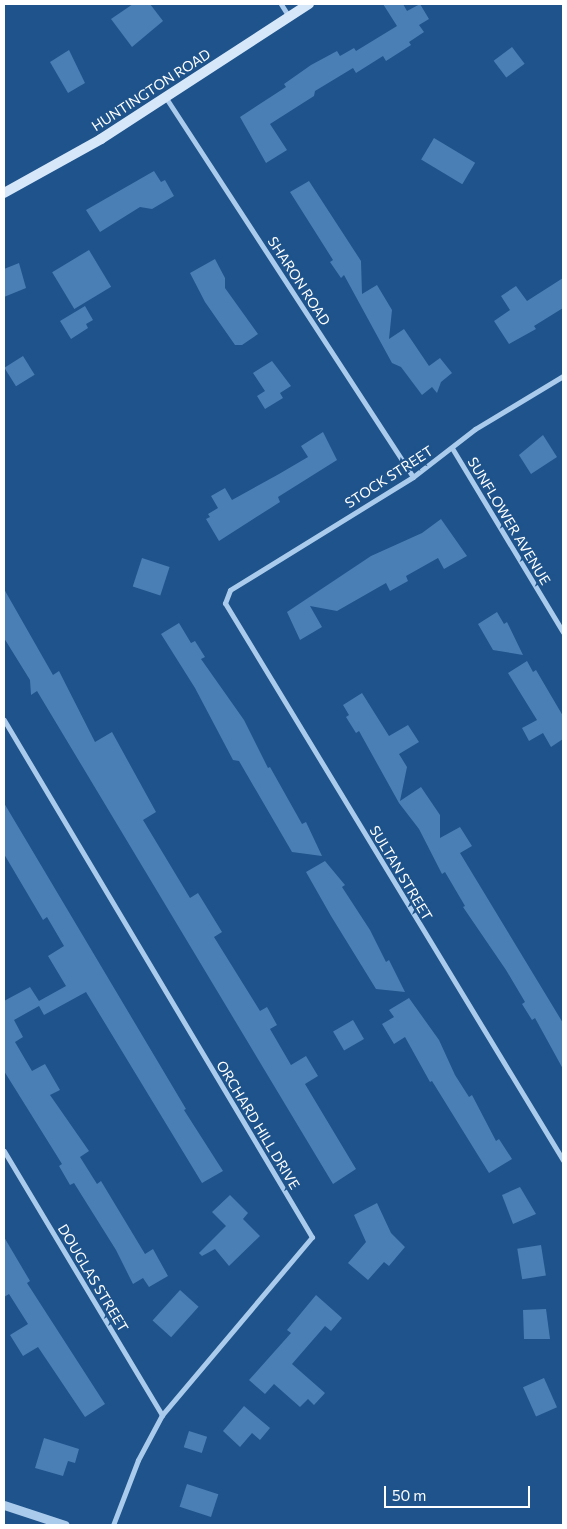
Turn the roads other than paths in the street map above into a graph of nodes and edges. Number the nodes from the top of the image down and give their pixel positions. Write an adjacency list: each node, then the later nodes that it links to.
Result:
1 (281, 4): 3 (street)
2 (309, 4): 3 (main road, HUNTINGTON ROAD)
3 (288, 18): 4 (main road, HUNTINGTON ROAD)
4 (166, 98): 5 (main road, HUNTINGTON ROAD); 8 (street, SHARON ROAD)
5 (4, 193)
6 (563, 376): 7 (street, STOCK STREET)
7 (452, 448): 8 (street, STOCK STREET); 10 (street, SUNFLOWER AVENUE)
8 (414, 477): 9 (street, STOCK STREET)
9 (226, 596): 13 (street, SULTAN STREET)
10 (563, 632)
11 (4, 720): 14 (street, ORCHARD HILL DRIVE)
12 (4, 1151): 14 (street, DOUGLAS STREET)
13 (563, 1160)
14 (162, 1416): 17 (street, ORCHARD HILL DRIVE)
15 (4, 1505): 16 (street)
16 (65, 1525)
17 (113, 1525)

About this exercise:
Drop the images and return the data verbatim.

Your response:
Turn the roads other than paths in the street map above into a graph of nodes and edges. Number the nodes from the top of the image down and give their pixel positions. Write an adjacency list: each node, then the later nodes that it links to.
Result:
1 (281, 4): 3 (street)
2 (309, 4): 3 (main road, HUNTINGTON ROAD)
3 (288, 18): 4 (main road, HUNTINGTON ROAD)
4 (166, 98): 5 (main road, HUNTINGTON ROAD); 8 (street, SHARON ROAD)
5 (4, 193)
6 (563, 376): 7 (street, STOCK STREET)
7 (452, 448): 8 (street, STOCK STREET); 10 (street, SUNFLOWER AVENUE)
8 (414, 477): 9 (street, STOCK STREET)
9 (226, 596): 13 (street, SULTAN STREET)
10 (563, 632)
11 (4, 720): 14 (street, ORCHARD HILL DRIVE)
12 (4, 1151): 14 (street, DOUGLAS STREET)
13 (563, 1160)
14 (162, 1416): 17 (street, ORCHARD HILL DRIVE)
15 (4, 1505): 16 (street)
16 (65, 1525)
17 (113, 1525)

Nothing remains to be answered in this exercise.